The velodrome has missed its test event due to the track not being laid in time.

There are still grave concerns over the water quality at Guanabara Bay, with several sailors becoming sick after test events at the venue and independent testing showing exposure to viruses associated with sewage at levels much higher than would normally be considered acceptable for a sailing regatta.

An estimated half of all available tickets are unsold.

The mosquito-borne Zika virus remains a problem.

You could point to a number of these and say, "Oh well, isn't every modern Olympics hamstrung by problems?" and you'd be right (although London and Beijing were generally accepted to be superbly organised, no matter what you make of the cost). On the day of the Athens opening ceremony, I still recall seeing nails and other building materials strewn around the outside of venues, while truckloads of plants remained dying in pots they would never leave as time ran out on the landscaping projects.

What you don't have with previous Olympic Games, however, is such an extraordinary, turbulent political backdrop.

Every day, new protests or fresh scandal envelopes the Government of Dilma Rousseff, with calls for her impeachment. Cariocas, as the locals are known, are taking to the streets in numbers to protest. At best, the Games will take place in a volatile environment; at worst, in an explosive one.

When Brazil was awarded the Olympics in 2009, the country was booming. Now it is in the middle of a crippling recession with the local currency (real) plummeting against the US dollar and inflation soaring.

To add to the maelstrom, Sports Minister George Hilton has resigned just months before the flame will be lit in the Maracana.

The organising committee is looking to shave costs at every opportunity. Capacity is being reduced not just at the lagoon, but also at the sailing and swimming venues. Athletes at the Olympic Village will not have TVs in their rooms and the number of volunteers is being reduced.

One aspect unlikely to be compromised is security, with 85,000 security staff employed and a large arsenal of artillery at hand but, even so, the Wall Street Journal reports the commander of a key Olympic security force, Colonel Adilson Moreira, has resigned this month and contracts for some basic safety equipment have yet to be awarded.

So what does all this chaos look like on the ground? If it's anything like what the Herald saw on a visit late last year, it looks a little like mild disinterest. In all honesty, the negative headlines were about the closest Rio was coming to mustering some Olympic fever.

A tour of a few venues was mildly interesting, yet hardly instructive.
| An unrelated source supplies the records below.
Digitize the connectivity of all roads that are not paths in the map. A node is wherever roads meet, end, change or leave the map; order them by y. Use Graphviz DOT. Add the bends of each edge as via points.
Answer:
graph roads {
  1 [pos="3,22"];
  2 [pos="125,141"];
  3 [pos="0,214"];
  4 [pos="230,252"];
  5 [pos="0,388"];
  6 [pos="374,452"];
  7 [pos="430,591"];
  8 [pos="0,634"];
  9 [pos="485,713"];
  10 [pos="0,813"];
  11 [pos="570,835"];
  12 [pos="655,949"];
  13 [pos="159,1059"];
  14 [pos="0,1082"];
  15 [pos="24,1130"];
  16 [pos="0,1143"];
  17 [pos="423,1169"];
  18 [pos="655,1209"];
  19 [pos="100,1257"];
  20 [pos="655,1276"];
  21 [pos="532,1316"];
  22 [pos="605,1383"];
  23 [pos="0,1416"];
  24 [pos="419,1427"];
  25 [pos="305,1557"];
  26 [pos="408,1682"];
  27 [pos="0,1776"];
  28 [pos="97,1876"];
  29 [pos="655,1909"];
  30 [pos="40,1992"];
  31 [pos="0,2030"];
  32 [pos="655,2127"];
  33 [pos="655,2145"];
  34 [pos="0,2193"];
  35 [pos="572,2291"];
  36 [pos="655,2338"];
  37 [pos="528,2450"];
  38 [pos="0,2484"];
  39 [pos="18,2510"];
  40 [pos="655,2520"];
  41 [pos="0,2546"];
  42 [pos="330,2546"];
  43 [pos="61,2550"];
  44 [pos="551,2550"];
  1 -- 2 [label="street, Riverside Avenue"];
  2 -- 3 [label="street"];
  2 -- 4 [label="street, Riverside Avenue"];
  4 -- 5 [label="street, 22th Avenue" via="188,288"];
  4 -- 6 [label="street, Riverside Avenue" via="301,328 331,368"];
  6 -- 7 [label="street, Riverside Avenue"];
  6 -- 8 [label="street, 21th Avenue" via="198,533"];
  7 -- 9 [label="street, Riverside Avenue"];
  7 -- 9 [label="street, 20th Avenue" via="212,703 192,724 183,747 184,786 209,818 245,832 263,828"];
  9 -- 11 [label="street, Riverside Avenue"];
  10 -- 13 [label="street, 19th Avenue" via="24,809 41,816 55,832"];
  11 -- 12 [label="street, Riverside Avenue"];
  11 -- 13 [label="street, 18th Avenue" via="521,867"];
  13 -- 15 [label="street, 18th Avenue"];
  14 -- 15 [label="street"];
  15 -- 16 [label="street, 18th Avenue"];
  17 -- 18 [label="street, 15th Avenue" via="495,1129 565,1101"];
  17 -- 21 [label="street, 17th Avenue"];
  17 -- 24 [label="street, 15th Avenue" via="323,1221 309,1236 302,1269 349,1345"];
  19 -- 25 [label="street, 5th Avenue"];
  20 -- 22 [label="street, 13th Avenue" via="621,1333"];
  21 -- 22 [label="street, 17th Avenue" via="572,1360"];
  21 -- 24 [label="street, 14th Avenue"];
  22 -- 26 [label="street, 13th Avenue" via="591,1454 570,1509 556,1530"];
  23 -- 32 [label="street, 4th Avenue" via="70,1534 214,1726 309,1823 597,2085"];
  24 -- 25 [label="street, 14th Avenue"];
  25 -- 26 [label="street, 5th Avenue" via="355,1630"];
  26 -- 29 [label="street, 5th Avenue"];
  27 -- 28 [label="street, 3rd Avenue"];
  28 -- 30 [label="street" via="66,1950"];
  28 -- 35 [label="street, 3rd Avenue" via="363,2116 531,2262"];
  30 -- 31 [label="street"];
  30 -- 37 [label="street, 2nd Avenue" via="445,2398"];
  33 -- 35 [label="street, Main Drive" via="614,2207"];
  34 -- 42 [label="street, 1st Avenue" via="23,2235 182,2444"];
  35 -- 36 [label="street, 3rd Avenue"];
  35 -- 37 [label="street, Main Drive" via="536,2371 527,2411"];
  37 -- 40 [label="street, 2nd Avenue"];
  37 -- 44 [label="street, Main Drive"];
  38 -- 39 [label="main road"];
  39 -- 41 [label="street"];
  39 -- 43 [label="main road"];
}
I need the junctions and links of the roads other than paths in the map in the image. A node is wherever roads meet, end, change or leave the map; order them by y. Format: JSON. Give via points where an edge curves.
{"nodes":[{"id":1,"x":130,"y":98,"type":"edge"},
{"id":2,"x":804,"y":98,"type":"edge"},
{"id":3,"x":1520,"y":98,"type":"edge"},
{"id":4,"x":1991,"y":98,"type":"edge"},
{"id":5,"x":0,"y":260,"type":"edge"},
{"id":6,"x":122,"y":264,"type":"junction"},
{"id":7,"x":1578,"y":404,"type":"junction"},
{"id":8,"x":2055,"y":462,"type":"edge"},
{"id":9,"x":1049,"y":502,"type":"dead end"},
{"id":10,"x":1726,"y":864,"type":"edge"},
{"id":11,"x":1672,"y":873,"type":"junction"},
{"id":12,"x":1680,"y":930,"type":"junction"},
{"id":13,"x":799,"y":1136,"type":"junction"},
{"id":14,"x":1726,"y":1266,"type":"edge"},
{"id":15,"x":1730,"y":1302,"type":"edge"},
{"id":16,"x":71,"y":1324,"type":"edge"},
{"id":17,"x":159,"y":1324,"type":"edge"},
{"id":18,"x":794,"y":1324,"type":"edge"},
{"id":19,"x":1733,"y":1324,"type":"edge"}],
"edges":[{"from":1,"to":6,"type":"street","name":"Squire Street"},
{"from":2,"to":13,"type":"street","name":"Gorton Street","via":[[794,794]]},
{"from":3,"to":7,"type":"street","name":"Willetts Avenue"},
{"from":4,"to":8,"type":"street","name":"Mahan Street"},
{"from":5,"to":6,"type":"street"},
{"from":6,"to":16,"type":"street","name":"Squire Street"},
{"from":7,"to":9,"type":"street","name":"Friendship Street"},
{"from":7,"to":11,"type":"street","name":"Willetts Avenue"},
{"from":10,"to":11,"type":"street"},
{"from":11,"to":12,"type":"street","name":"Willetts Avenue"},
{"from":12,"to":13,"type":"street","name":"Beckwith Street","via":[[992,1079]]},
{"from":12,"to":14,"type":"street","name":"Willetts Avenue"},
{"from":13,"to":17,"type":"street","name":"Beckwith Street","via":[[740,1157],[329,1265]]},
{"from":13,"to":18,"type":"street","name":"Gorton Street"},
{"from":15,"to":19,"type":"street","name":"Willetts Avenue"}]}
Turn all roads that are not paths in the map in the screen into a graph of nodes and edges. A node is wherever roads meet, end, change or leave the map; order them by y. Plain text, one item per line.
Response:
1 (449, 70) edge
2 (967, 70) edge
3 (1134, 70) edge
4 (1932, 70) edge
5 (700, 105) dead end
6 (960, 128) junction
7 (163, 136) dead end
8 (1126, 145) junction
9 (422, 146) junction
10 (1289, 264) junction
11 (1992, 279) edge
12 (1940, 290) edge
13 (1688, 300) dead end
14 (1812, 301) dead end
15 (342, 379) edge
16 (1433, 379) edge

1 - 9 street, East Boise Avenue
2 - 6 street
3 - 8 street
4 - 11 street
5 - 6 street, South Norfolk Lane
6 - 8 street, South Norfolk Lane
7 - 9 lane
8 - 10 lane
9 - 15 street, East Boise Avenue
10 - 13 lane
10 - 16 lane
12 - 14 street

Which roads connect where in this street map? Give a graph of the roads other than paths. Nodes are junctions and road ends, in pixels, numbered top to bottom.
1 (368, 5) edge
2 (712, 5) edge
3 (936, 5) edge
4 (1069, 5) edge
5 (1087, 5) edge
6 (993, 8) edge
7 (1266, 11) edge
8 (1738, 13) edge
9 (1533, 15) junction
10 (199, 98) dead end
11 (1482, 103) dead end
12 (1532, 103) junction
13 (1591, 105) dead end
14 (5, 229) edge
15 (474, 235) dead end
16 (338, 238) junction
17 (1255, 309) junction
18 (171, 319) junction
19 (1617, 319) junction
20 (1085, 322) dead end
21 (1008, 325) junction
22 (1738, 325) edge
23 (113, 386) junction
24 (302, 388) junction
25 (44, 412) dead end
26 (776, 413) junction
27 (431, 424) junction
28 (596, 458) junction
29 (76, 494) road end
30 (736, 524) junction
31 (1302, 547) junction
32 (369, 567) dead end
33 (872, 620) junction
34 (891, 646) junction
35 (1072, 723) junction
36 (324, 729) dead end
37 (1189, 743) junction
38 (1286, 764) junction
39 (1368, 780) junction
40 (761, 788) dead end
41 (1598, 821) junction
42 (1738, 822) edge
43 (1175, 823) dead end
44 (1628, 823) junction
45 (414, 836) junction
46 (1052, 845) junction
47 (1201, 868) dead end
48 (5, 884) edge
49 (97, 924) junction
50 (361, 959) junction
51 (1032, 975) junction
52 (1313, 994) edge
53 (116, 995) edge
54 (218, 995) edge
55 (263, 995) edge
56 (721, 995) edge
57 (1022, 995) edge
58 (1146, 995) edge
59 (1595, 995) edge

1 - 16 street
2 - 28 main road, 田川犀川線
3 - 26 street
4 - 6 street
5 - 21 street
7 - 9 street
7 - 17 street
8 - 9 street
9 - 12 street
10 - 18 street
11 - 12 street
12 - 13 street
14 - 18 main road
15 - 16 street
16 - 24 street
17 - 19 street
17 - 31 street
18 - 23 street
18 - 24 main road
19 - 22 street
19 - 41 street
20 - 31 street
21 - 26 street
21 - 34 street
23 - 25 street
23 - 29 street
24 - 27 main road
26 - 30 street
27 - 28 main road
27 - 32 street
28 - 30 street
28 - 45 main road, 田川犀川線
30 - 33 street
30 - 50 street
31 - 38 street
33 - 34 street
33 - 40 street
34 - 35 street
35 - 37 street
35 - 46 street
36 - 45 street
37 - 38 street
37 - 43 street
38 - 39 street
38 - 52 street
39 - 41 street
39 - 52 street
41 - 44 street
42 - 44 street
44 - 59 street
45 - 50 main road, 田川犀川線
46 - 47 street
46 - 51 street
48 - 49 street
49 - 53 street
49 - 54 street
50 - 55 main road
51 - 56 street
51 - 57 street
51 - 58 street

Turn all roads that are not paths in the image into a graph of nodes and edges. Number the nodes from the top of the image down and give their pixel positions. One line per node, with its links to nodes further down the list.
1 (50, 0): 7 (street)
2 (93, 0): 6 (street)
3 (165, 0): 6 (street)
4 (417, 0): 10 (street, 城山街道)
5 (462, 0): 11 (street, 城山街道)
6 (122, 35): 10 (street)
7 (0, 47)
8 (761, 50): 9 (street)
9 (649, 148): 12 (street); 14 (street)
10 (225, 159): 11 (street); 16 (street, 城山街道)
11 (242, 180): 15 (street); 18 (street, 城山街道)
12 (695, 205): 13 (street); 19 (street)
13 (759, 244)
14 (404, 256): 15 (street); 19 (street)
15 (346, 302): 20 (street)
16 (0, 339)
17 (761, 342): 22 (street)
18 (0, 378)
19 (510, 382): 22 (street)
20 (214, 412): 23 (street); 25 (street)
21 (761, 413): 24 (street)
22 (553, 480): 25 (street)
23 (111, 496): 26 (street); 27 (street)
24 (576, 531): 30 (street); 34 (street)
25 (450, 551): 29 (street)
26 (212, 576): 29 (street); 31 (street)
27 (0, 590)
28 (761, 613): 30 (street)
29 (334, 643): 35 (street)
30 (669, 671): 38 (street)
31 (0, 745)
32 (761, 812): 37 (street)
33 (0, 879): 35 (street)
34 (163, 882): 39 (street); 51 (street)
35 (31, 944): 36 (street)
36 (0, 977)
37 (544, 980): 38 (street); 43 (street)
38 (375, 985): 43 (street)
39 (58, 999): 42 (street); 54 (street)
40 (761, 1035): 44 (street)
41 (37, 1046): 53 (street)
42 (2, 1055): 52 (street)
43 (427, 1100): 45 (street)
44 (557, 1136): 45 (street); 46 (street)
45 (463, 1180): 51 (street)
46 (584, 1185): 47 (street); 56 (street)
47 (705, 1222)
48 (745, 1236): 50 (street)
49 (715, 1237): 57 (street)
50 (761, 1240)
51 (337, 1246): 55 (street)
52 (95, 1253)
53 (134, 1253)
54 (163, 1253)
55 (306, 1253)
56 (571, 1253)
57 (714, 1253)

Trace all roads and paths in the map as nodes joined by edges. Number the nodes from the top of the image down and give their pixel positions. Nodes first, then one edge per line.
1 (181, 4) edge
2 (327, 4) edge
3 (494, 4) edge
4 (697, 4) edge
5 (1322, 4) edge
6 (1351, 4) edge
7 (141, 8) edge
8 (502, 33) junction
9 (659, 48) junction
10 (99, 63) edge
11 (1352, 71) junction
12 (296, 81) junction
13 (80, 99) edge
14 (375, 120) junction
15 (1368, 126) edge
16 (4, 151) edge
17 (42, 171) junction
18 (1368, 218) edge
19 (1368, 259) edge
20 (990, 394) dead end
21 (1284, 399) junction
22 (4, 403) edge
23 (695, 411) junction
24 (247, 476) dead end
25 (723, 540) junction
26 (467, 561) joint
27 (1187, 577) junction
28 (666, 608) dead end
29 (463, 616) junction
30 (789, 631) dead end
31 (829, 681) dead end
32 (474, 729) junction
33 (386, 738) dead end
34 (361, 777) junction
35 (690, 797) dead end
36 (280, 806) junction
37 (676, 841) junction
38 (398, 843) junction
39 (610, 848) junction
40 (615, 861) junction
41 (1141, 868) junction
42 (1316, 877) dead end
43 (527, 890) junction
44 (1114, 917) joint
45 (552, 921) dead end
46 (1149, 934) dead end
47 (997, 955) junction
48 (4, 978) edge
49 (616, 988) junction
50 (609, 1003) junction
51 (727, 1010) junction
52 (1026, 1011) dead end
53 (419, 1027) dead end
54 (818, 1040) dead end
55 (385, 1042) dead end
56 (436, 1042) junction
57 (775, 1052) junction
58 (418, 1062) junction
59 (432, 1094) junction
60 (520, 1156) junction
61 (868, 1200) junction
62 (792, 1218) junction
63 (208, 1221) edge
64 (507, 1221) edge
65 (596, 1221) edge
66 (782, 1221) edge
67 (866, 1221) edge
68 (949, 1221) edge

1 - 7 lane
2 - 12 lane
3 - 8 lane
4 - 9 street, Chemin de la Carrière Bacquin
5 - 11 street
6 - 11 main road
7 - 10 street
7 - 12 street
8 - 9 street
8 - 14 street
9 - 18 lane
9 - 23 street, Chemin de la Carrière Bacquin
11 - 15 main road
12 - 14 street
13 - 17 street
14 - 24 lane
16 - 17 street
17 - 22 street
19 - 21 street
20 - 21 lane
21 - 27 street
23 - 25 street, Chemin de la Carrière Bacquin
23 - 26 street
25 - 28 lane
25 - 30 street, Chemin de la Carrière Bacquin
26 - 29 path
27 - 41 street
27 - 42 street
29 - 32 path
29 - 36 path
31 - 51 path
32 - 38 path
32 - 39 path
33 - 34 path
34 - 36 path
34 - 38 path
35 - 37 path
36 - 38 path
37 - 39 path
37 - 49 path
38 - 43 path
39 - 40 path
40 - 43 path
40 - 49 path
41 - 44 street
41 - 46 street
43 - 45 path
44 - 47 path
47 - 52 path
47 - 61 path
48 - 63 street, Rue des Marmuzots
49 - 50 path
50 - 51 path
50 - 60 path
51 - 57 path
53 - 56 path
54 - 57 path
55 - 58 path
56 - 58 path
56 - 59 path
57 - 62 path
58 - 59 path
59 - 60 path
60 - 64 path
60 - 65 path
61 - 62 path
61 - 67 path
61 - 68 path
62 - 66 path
The golf course looked well ahead of target and the course superintendent was nonplussed over the criticism.

"Those environmentalists who are complaining need to go and find a tree to hug," Neil Cleverly said. "We haven't removed any animals. We encourage them."

The rugby ground was a patch of dirt in the nondescript military precinct of Deodoro that has now successfully hosted a test event. Other venues there, including the hockey stadium, BMX and MTB tracks, and whitewater course, were well on the way to completion.

The Maracana, host to the opening and closing ceremonies and the main Olympic Stadium, were upgraded for the 2014 Fifa World Cup and remain fit for purpose.

You could argue, if you're willing to overlook water quality, that, aside from the velodrome, Rio de Janeiro is in better shape in terms of venues than most people were anticipating at this stage.

The awarding of the Olympics was once seen as a joyful coup for the Cidade Maravilhosa, or Marvellous City. Now the joy has been replaced by uneasy uncertainty. Will the anger locals feel about the state of Brazil's economy and their compromised government spill into this carnival of sport?

Local treasurer Antonio Carlos Jobim, the man who brought bossa nova to the world and who is immortalised in a statue at one end of Ipanema Beach, said Brazil is not for beginners.

Maybe, as the Cariocas might find out to their cost, neither are the Olympics.